WHAT TO WORK ON ▸ In your copy, leave out the pictures and repeat the entries below exactly.

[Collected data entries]

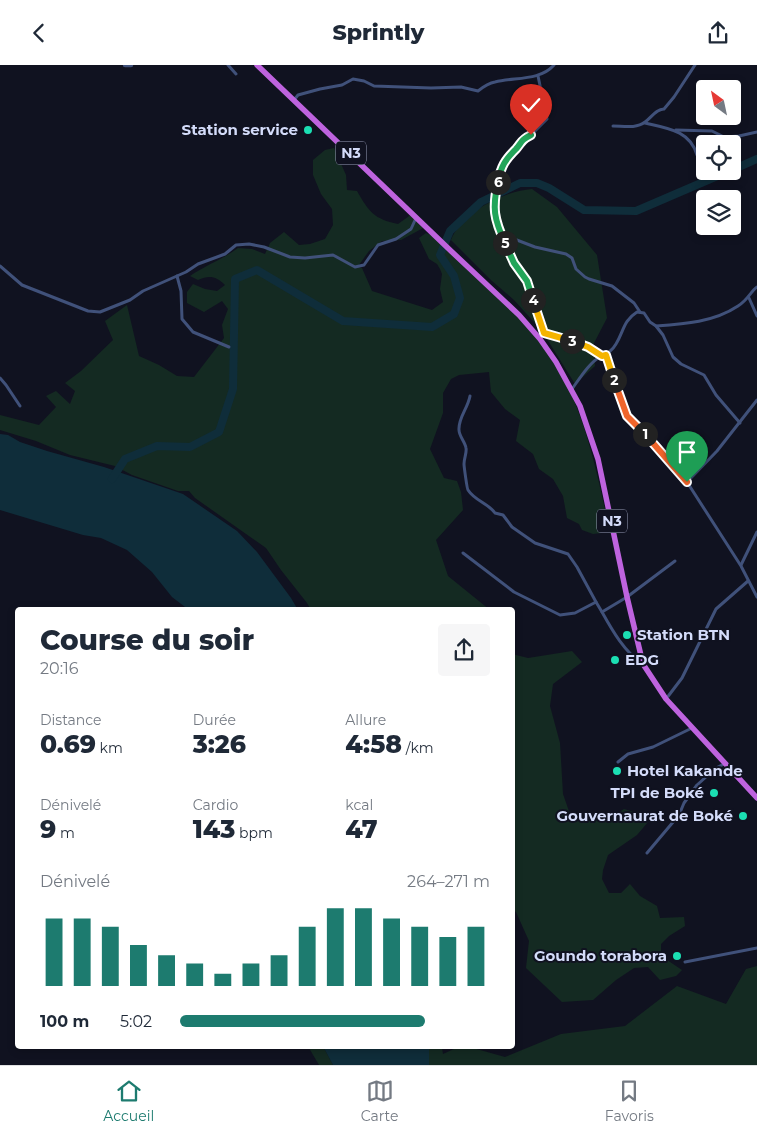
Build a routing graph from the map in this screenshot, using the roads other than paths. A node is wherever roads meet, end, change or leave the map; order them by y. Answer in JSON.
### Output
{"nodes":[{"id":1,"x":125,"y":65,"type":"edge"},
{"id":2,"x":131,"y":65,"type":"edge"},
{"id":3,"x":228,"y":65,"type":"edge"},
{"id":4,"x":257,"y":65,"type":"edge"},
{"id":5,"x":554,"y":65,"type":"edge"},
{"id":6,"x":694,"y":65,"type":"edge"},
{"id":7,"x":236,"y":73,"type":"dead end"},
{"id":8,"x":538,"y":76,"type":"junction"},
{"id":9,"x":294,"y":100,"type":"junction"},
{"id":10,"x":644,"y":123,"type":"junction"},
{"id":11,"x":613,"y":126,"type":"dead end"},
{"id":12,"x":676,"y":130,"type":"junction"},
{"id":13,"x":757,"y":132,"type":"edge"},
{"id":14,"x":696,"y":152,"type":"edge"},
{"id":15,"x":416,"y":218,"type":"junction"},
{"id":16,"x":501,"y":234,"type":"junction"},
{"id":17,"x":0,"y":266,"type":"edge"},
{"id":18,"x":177,"y":276,"type":"junction"},
{"id":19,"x":757,"y":287,"type":"edge"},
{"id":20,"x":749,"y":298,"type":"junction"},
{"id":21,"x":640,"y":312,"type":"junction"},
{"id":22,"x":757,"y":316,"type":"edge"},
{"id":23,"x":656,"y":326,"type":"junction"},
{"id":24,"x":544,"y":333,"type":"junction"},
{"id":25,"x":540,"y":339,"type":"junction"},
{"id":26,"x":229,"y":347,"type":"dead end"},
{"id":27,"x":606,"y":355,"type":"junction"},
{"id":28,"x":602,"y":356,"type":"junction"},
{"id":29,"x":0,"y":378,"type":"edge"},
{"id":30,"x":572,"y":389,"type":"junction"},
{"id":31,"x":470,"y":396,"type":"dead end"},
{"id":32,"x":757,"y":400,"type":"edge"},
{"id":33,"x":20,"y":407,"type":"dead end"},
{"id":34,"x":740,"y":423,"type":"junction"},
{"id":35,"x":687,"y":482,"type":"junction"},
{"id":36,"x":757,"y":532,"type":"edge"},
{"id":37,"x":463,"y":553,"type":"dead end"},
{"id":38,"x":675,"y":561,"type":"dead end"},
{"id":39,"x":741,"y":566,"type":"junction"},
{"id":40,"x":748,"y":581,"type":"junction"},
{"id":41,"x":627,"y":597,"type":"junction"},
{"id":42,"x":757,"y":597,"type":"edge"},
{"id":43,"x":596,"y":602,"type":"junction"},
{"id":44,"x":602,"y":612,"type":"junction"},
{"id":45,"x":643,"y":664,"type":"junction"},
{"id":46,"x":666,"y":699,"type":"junction"},
{"id":47,"x":692,"y":728,"type":"junction"},
{"id":48,"x":618,"y":761,"type":"dead end"},
{"id":49,"x":724,"y":764,"type":"junction"},
{"id":50,"x":757,"y":798,"type":"edge"},
{"id":51,"x":647,"y":853,"type":"dead end"},
{"id":52,"x":757,"y":948,"type":"edge"},
{"id":53,"x":685,"y":962,"type":"dead end"}],
"edges":[{"from":1,"to":2,"type":"street"},
{"from":3,"to":7,"type":"street"},
{"from":4,"to":9,"type":"highway","number":"N3"},
{"from":5,"to":8,"type":"street"},
{"from":6,"to":10,"type":"street"},
{"from":8,"to":9,"type":"street"},
{"from":8,"to":16,"type":"street"},
{"from":9,"to":15,"type":"highway","number":"N3"},
{"from":10,"to":11,"type":"street"},
{"from":10,"to":12,"type":"street"},
{"from":12,"to":13,"type":"street"},
{"from":12,"to":14,"type":"street"},
{"from":15,"to":18,"type":"street"},
{"from":15,"to":25,"type":"highway","number":"N3"},
{"from":16,"to":21,"type":"street"},
{"from":16,"to":24,"type":"street"},
{"from":17,"to":18,"type":"street"},
{"from":18,"to":26,"type":"street"},
{"from":19,"to":20,"type":"street"},
{"from":20,"to":22,"type":"street"},
{"from":20,"to":23,"type":"street"},
{"from":21,"to":23,"type":"street"},
{"from":21,"to":27,"type":"street"},
{"from":23,"to":34,"type":"street"},
{"from":24,"to":25,"type":"street"},
{"from":24,"to":28,"type":"street"},
{"from":25,"to":30,"type":"highway","number":"N3"},
{"from":27,"to":28,"type":"street"},
{"from":27,"to":35,"type":"street"},
{"from":28,"to":30,"type":"street"},
{"from":29,"to":33,"type":"street"},
{"from":30,"to":41,"type":"highway","number":"N3"},
{"from":31,"to":43,"type":"street"},
{"from":32,"to":34,"type":"street"},
{"from":34,"to":35,"type":"street"},
{"from":35,"to":39,"type":"street"},
{"from":36,"to":39,"type":"street"},
{"from":37,"to":43,"type":"street"},
{"from":38,"to":41,"type":"street"},
{"from":39,"to":40,"type":"street"},
{"from":40,"to":42,"type":"street"},
{"from":40,"to":46,"type":"street"},
{"from":41,"to":44,"type":"street"},
{"from":41,"to":45,"type":"highway","number":"N3"},
{"from":43,"to":44,"type":"street"},
{"from":44,"to":45,"type":"street"},
{"from":45,"to":46,"type":"highway","number":"N3"},
{"from":46,"to":47,"type":"highway","number":"N3"},
{"from":47,"to":48,"type":"street"},
{"from":47,"to":49,"type":"highway","number":"N3"},
{"from":49,"to":50,"type":"highway","number":"N3"},
{"from":49,"to":51,"type":"street"},
{"from":52,"to":53,"type":"street"}]}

OUTPUT OF THE TASK ▸
Build a routing graph from the map in this screenshot, using the roads other than paths. A node is wherever roads meet, end, change or leave the map; order them by y. Answer in JSON.
### Output
{"nodes":[{"id":1,"x":125,"y":65,"type":"edge"},
{"id":2,"x":131,"y":65,"type":"edge"},
{"id":3,"x":228,"y":65,"type":"edge"},
{"id":4,"x":257,"y":65,"type":"edge"},
{"id":5,"x":554,"y":65,"type":"edge"},
{"id":6,"x":694,"y":65,"type":"edge"},
{"id":7,"x":236,"y":73,"type":"dead end"},
{"id":8,"x":538,"y":76,"type":"junction"},
{"id":9,"x":294,"y":100,"type":"junction"},
{"id":10,"x":644,"y":123,"type":"junction"},
{"id":11,"x":613,"y":126,"type":"dead end"},
{"id":12,"x":676,"y":130,"type":"junction"},
{"id":13,"x":757,"y":132,"type":"edge"},
{"id":14,"x":696,"y":152,"type":"edge"},
{"id":15,"x":416,"y":218,"type":"junction"},
{"id":16,"x":501,"y":234,"type":"junction"},
{"id":17,"x":0,"y":266,"type":"edge"},
{"id":18,"x":177,"y":276,"type":"junction"},
{"id":19,"x":757,"y":287,"type":"edge"},
{"id":20,"x":749,"y":298,"type":"junction"},
{"id":21,"x":640,"y":312,"type":"junction"},
{"id":22,"x":757,"y":316,"type":"edge"},
{"id":23,"x":656,"y":326,"type":"junction"},
{"id":24,"x":544,"y":333,"type":"junction"},
{"id":25,"x":540,"y":339,"type":"junction"},
{"id":26,"x":229,"y":347,"type":"dead end"},
{"id":27,"x":606,"y":355,"type":"junction"},
{"id":28,"x":602,"y":356,"type":"junction"},
{"id":29,"x":0,"y":378,"type":"edge"},
{"id":30,"x":572,"y":389,"type":"junction"},
{"id":31,"x":470,"y":396,"type":"dead end"},
{"id":32,"x":757,"y":400,"type":"edge"},
{"id":33,"x":20,"y":407,"type":"dead end"},
{"id":34,"x":740,"y":423,"type":"junction"},
{"id":35,"x":687,"y":482,"type":"junction"},
{"id":36,"x":757,"y":532,"type":"edge"},
{"id":37,"x":463,"y":553,"type":"dead end"},
{"id":38,"x":675,"y":561,"type":"dead end"},
{"id":39,"x":741,"y":566,"type":"junction"},
{"id":40,"x":748,"y":581,"type":"junction"},
{"id":41,"x":627,"y":597,"type":"junction"},
{"id":42,"x":757,"y":597,"type":"edge"},
{"id":43,"x":596,"y":602,"type":"junction"},
{"id":44,"x":602,"y":612,"type":"junction"},
{"id":45,"x":643,"y":664,"type":"junction"},
{"id":46,"x":666,"y":699,"type":"junction"},
{"id":47,"x":692,"y":728,"type":"junction"},
{"id":48,"x":618,"y":761,"type":"dead end"},
{"id":49,"x":724,"y":764,"type":"junction"},
{"id":50,"x":757,"y":798,"type":"edge"},
{"id":51,"x":647,"y":853,"type":"dead end"},
{"id":52,"x":757,"y":948,"type":"edge"},
{"id":53,"x":685,"y":962,"type":"dead end"}],
"edges":[{"from":1,"to":2,"type":"street"},
{"from":3,"to":7,"type":"street"},
{"from":4,"to":9,"type":"highway","number":"N3"},
{"from":5,"to":8,"type":"street"},
{"from":6,"to":10,"type":"street"},
{"from":8,"to":9,"type":"street"},
{"from":8,"to":16,"type":"street"},
{"from":9,"to":15,"type":"highway","number":"N3"},
{"from":10,"to":11,"type":"street"},
{"from":10,"to":12,"type":"street"},
{"from":12,"to":13,"type":"street"},
{"from":12,"to":14,"type":"street"},
{"from":15,"to":18,"type":"street"},
{"from":15,"to":25,"type":"highway","number":"N3"},
{"from":16,"to":21,"type":"street"},
{"from":16,"to":24,"type":"street"},
{"from":17,"to":18,"type":"street"},
{"from":18,"to":26,"type":"street"},
{"from":19,"to":20,"type":"street"},
{"from":20,"to":22,"type":"street"},
{"from":20,"to":23,"type":"street"},
{"from":21,"to":23,"type":"street"},
{"from":21,"to":27,"type":"street"},
{"from":23,"to":34,"type":"street"},
{"from":24,"to":25,"type":"street"},
{"from":24,"to":28,"type":"street"},
{"from":25,"to":30,"type":"highway","number":"N3"},
{"from":27,"to":28,"type":"street"},
{"from":27,"to":35,"type":"street"},
{"from":28,"to":30,"type":"street"},
{"from":29,"to":33,"type":"street"},
{"from":30,"to":41,"type":"highway","number":"N3"},
{"from":31,"to":43,"type":"street"},
{"from":32,"to":34,"type":"street"},
{"from":34,"to":35,"type":"street"},
{"from":35,"to":39,"type":"street"},
{"from":36,"to":39,"type":"street"},
{"from":37,"to":43,"type":"street"},
{"from":38,"to":41,"type":"street"},
{"from":39,"to":40,"type":"street"},
{"from":40,"to":42,"type":"street"},
{"from":40,"to":46,"type":"street"},
{"from":41,"to":44,"type":"street"},
{"from":41,"to":45,"type":"highway","number":"N3"},
{"from":43,"to":44,"type":"street"},
{"from":44,"to":45,"type":"street"},
{"from":45,"to":46,"type":"highway","number":"N3"},
{"from":46,"to":47,"type":"highway","number":"N3"},
{"from":47,"to":48,"type":"street"},
{"from":47,"to":49,"type":"highway","number":"N3"},
{"from":49,"to":50,"type":"highway","number":"N3"},
{"from":49,"to":51,"type":"street"},
{"from":52,"to":53,"type":"street"}]}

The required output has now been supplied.